Could you please reproduce all the records below exactly, leaving out the images?
BEGIN
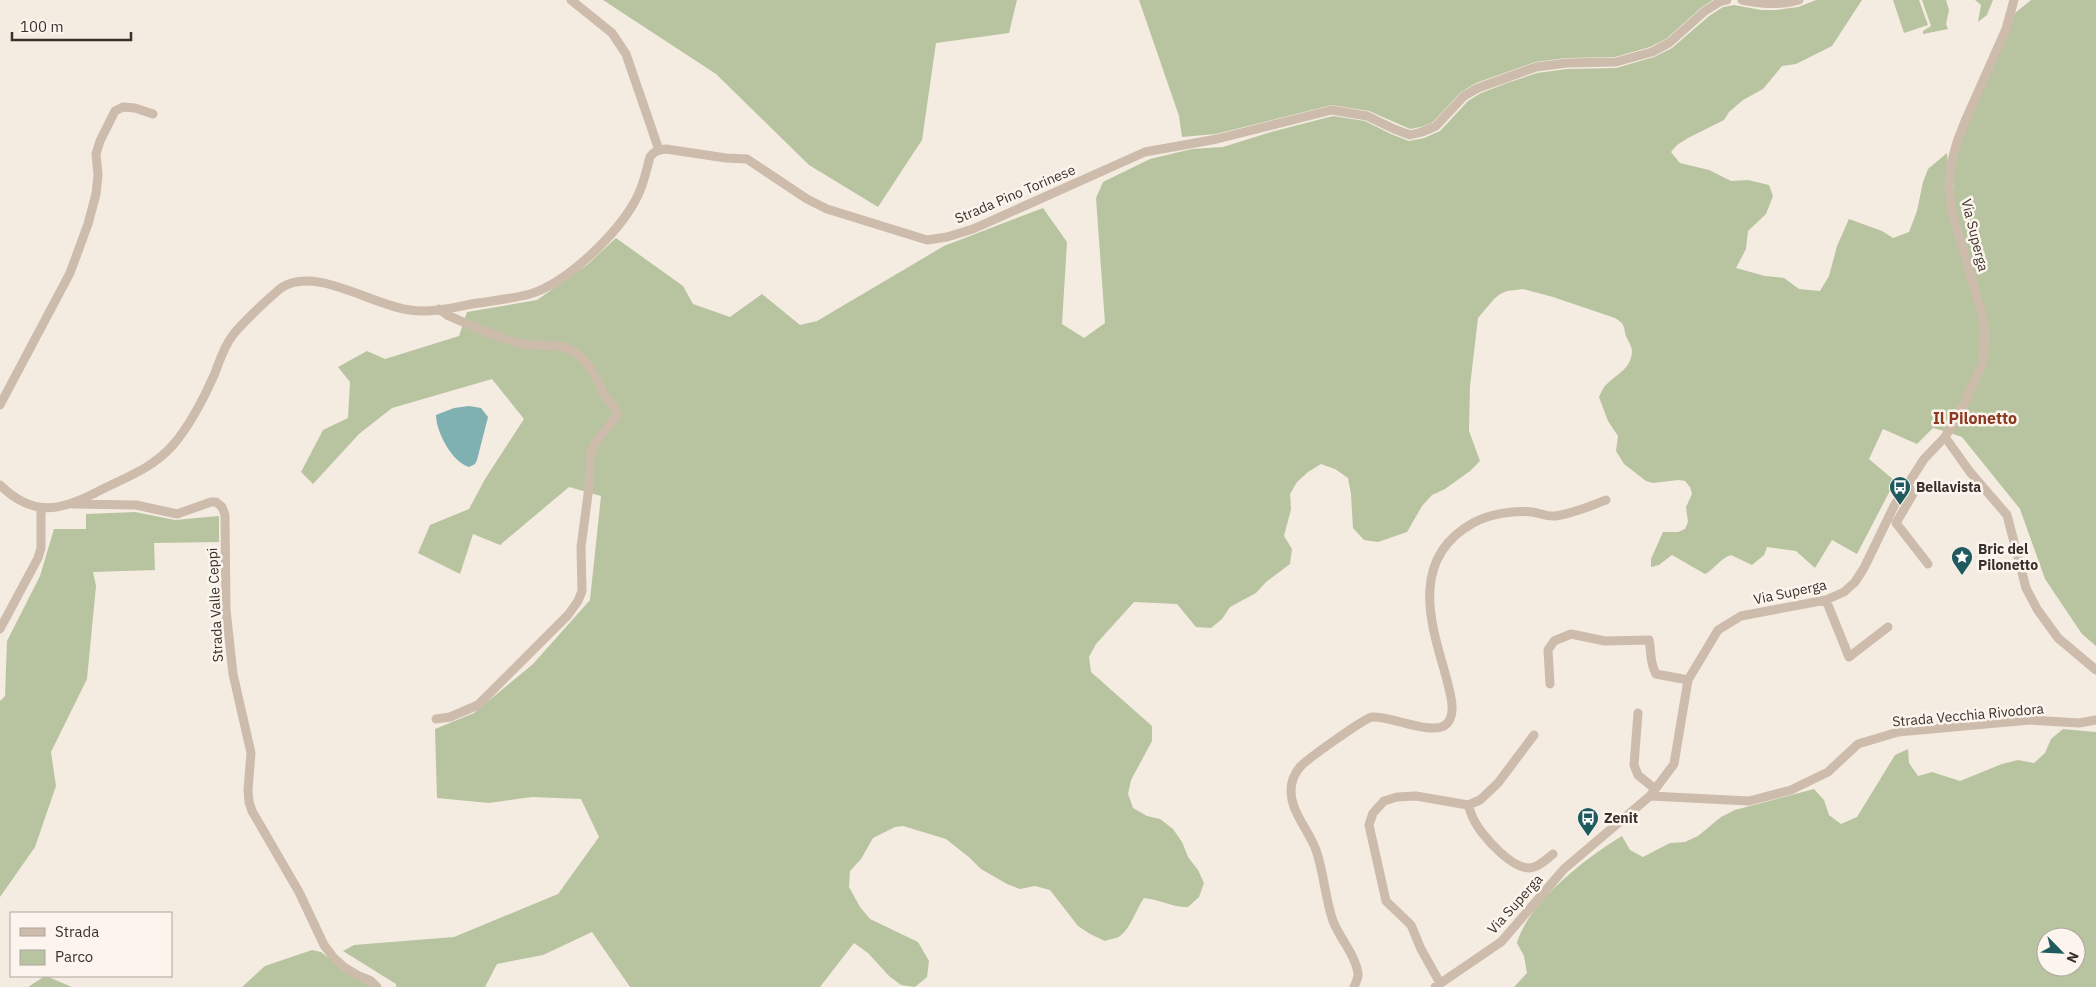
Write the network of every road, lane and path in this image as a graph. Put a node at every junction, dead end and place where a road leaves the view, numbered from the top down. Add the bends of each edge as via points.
1 (571, 0) edge
2 (1726, 0) edge
3 (1742, 0) edge
4 (1800, 0) edge
5 (2014, 0) edge
6 (153, 114) dead end
7 (659, 150) junction
8 (439, 309) junction
9 (0, 405) edge
10 (1945, 437) junction
11 (1908, 484) junction
12 (0, 485) edge
13 (1606, 500) dead end
14 (73, 504) junction
15 (41, 508) junction
16 (1928, 564) dead end
17 (1826, 600) junction
18 (1888, 627) dead end
19 (0, 628) edge
20 (2096, 670) edge
21 (1688, 680) junction
22 (1550, 684) dead end
23 (1638, 713) dead end
24 (436, 720) dead end
25 (2096, 720) edge
26 (1534, 735) dead end
27 (1653, 793) junction
28 (1468, 805) junction
29 (1553, 854) dead end
30 (1438, 985) edge
31 (377, 987) edge
32 (1354, 987) edge

1 - 7 street via 612,33 626,54
2 - 7 street, Strada Pino Torinese via 1705,11 1669,43 1652,52 1616,62 1536,67 1478,88 1464,96 1436,126 1422,132 1410,134 1367,116 1332,110 1217,139 1145,152 947,238 927,240 828,209 806,199 747,159
3 - 4 street via 1777,4
5 - 10 street, Via Superga via 2006,29 1966,119 1951,164 1952,212 1985,332 1983,362 1960,413
6 - 9 street via 123,107 115,111 96,154 96,194 70,273
7 - 8 street via 650,157 636,201 618,227 573,269 531,293
8 - 14 street via 410,310 318,282 298,281 282,288 233,335 204,396 173,445 140,472
8 - 24 street via 518,343 555,345 572,350 599,382 617,414 590,455 581,547 582,591 578,601 483,702
10 - 11 street, Via Superga via 1924,459
10 - 20 street via 2007,515 2026,588 2037,609 2058,638
11 - 16 street via 1913,494 1896,523
11 - 17 street, Via Superga via 1855,582 1844,592
12 - 15 street via 24,503
13 - 32 street via 1554,516 1532,512 1497,515 1473,522 1448,541 1434,565 1429,606 1454,708 1451,719 1443,726 1426,727 1370,717 1301,766 1292,779 1291,793 1316,850 1334,922 1359,975
14 - 15 street
14 - 31 street, Strada Valle Ceppi via 131,504 177,514 211,502 222,507 225,515 226,610 233,674 250,753 249,802 324,945 344,967
15 - 19 street via 38,558
17 - 18 street via 1849,658
17 - 21 street, Via Superga via 1741,616 1718,630
21 - 22 street via 1656,674 1650,663 1649,640 1605,641 1571,634 1554,641 1548,650
21 - 27 street, Via Superga via 1674,764
23 - 27 street via 1634,765
25 - 27 street, Strada Vecchia Rivodora via 2078,723 2030,720 1898,732 1858,744 1828,772 1791,790 1748,801
26 - 28 street via 1498,783 1480,800
27 - 30 street, Via Superga via 1564,869 1500,942
28 - 29 street via 1488,840 1522,868 1534,867
28 - 30 street via 1416,796 1397,797 1384,801 1369,825 1386,902 1411,925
END
• THE COMPLETED TASK:
Write the network of every road, lane and path in this image as a graph. Put a node at every junction, dead end and place where a road leaves the view, numbered from the top down. Add the bends of each edge as via points.
1 (571, 0) edge
2 (1726, 0) edge
3 (1742, 0) edge
4 (1800, 0) edge
5 (2014, 0) edge
6 (153, 114) dead end
7 (659, 150) junction
8 (439, 309) junction
9 (0, 405) edge
10 (1945, 437) junction
11 (1908, 484) junction
12 (0, 485) edge
13 (1606, 500) dead end
14 (73, 504) junction
15 (41, 508) junction
16 (1928, 564) dead end
17 (1826, 600) junction
18 (1888, 627) dead end
19 (0, 628) edge
20 (2096, 670) edge
21 (1688, 680) junction
22 (1550, 684) dead end
23 (1638, 713) dead end
24 (436, 720) dead end
25 (2096, 720) edge
26 (1534, 735) dead end
27 (1653, 793) junction
28 (1468, 805) junction
29 (1553, 854) dead end
30 (1438, 985) edge
31 (377, 987) edge
32 (1354, 987) edge

1 - 7 street via 612,33 626,54
2 - 7 street, Strada Pino Torinese via 1705,11 1669,43 1652,52 1616,62 1536,67 1478,88 1464,96 1436,126 1422,132 1410,134 1367,116 1332,110 1217,139 1145,152 947,238 927,240 828,209 806,199 747,159
3 - 4 street via 1777,4
5 - 10 street, Via Superga via 2006,29 1966,119 1951,164 1952,212 1985,332 1983,362 1960,413
6 - 9 street via 123,107 115,111 96,154 96,194 70,273
7 - 8 street via 650,157 636,201 618,227 573,269 531,293
8 - 14 street via 410,310 318,282 298,281 282,288 233,335 204,396 173,445 140,472
8 - 24 street via 518,343 555,345 572,350 599,382 617,414 590,455 581,547 582,591 578,601 483,702
10 - 11 street, Via Superga via 1924,459
10 - 20 street via 2007,515 2026,588 2037,609 2058,638
11 - 16 street via 1913,494 1896,523
11 - 17 street, Via Superga via 1855,582 1844,592
12 - 15 street via 24,503
13 - 32 street via 1554,516 1532,512 1497,515 1473,522 1448,541 1434,565 1429,606 1454,708 1451,719 1443,726 1426,727 1370,717 1301,766 1292,779 1291,793 1316,850 1334,922 1359,975
14 - 15 street
14 - 31 street, Strada Valle Ceppi via 131,504 177,514 211,502 222,507 225,515 226,610 233,674 250,753 249,802 324,945 344,967
15 - 19 street via 38,558
17 - 18 street via 1849,658
17 - 21 street, Via Superga via 1741,616 1718,630
21 - 22 street via 1656,674 1650,663 1649,640 1605,641 1571,634 1554,641 1548,650
21 - 27 street, Via Superga via 1674,764
23 - 27 street via 1634,765
25 - 27 street, Strada Vecchia Rivodora via 2078,723 2030,720 1898,732 1858,744 1828,772 1791,790 1748,801
26 - 28 street via 1498,783 1480,800
27 - 30 street, Via Superga via 1564,869 1500,942
28 - 29 street via 1488,840 1522,868 1534,867
28 - 30 street via 1416,796 1397,797 1384,801 1369,825 1386,902 1411,925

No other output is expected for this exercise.